Every one of the forty-seven verses of this short prophecy has been attacked by higher critics as being spurious. Contemporary critical scholarship tends to hold that at least one-third of the material was written by someone other than Nahum. Special targets for this critical attack center on:
·          parts of the title,
·          the acrostic poem (1:2-10),
·          the “hopeful sayings” (1:12-13; 2:1, 3),
·          and the closing dirge (3:18-19).
The result has been a rather uniform denial of the unity of the book.

All of this, however, rests on the shakiest of premises.
·         The rejection of part of the superscription we will deal with in a minute.
·         The supposedly interpolated acrostic hymn of praise can be seen as part and parcel of the message and development of the entire book and integral to the words directed toward Nineveh and Judah that follow (1:11-15).

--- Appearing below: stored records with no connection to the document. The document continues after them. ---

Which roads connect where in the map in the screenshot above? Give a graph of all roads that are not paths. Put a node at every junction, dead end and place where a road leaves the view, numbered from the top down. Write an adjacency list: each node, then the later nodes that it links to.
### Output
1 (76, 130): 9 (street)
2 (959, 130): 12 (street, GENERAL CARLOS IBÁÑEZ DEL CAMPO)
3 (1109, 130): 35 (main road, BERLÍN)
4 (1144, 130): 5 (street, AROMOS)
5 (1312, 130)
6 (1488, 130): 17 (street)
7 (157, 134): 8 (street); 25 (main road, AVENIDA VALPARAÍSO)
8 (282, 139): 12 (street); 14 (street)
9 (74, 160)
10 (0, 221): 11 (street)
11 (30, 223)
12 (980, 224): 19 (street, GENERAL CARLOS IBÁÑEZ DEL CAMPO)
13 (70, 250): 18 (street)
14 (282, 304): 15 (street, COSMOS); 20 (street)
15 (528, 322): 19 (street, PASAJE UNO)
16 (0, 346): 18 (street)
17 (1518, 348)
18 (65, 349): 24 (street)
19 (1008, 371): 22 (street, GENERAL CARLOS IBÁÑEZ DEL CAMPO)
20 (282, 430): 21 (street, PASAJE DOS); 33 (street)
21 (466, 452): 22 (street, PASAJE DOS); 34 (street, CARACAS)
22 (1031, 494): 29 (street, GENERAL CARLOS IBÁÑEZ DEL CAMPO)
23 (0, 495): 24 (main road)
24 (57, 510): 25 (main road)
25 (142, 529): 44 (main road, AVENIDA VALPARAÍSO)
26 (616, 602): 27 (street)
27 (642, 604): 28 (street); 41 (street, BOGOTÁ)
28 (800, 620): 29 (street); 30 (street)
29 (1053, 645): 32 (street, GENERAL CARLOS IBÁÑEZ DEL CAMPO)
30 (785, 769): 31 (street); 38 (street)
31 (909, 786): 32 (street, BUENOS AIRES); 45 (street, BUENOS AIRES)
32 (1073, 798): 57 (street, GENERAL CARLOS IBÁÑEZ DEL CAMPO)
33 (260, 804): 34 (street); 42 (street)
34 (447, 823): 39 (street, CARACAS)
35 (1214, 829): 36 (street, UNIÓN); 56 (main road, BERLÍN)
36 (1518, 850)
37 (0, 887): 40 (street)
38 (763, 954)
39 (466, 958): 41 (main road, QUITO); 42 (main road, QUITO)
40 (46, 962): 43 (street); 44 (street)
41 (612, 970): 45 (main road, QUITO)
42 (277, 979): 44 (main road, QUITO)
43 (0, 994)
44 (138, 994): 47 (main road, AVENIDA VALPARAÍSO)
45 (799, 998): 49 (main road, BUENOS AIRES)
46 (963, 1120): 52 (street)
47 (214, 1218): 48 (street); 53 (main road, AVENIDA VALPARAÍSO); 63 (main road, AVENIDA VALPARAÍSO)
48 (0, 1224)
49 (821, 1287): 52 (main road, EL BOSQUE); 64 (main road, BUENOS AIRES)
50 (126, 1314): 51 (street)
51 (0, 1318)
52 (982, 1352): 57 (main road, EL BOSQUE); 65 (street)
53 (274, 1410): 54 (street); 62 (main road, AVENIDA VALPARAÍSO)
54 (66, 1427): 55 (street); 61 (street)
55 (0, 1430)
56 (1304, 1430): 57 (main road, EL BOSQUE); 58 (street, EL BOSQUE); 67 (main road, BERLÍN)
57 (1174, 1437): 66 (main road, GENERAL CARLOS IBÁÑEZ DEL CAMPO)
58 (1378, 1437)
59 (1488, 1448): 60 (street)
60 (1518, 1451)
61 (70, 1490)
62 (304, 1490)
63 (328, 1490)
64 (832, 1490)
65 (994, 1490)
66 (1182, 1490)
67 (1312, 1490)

·         Rejecting the genuineness of the “hopeful sayings” would necessitate doing so in virtually every prophetic book, for the prophets uniformly combine condemnation and comfort in their messages. It must be added that the messages of hope in Nahum depend not only on the process of Nineveh/Assyria’s downfall but also on God’s use of nations, which He will ultimately judge, to bring about conditions favorable to Judah’s restoration. Judgment and hope are thus inextricably intertwined; both are integral to the theme, development, and applications found in the book. The ultimate spiritual restoration of God’s people is the true underlying purpose behind His judgment of the wicked, for He does all things for the good of those who love Him, who are called according to His purpose.
·         The attempt of several critics to deny the closing dirge to Nahum is subjective at best and erroneous in fact, for it forms a proper ending refrain not only to the previous taunt song (3:8ff.) but also to the entire second half of the book (2:1-3:19).

The various denials of the unity of the book are thus arbitrary and without foundation. A demonstrable unity of theme and development is wedded to the structure of the entire prophecy. Further, there is thematic unity to the book in the author’s employment of several key words and at least ten literary motifs sprinkled throughout. Indeed, Nahum’s literary genius has enabled him to write a carefully composed and tightly structured prophecy that is unsurpassed by any of the writing prophets. The logical conclusion is that the book of Nahum is a unified literary piece, the product of the prophet Nahum.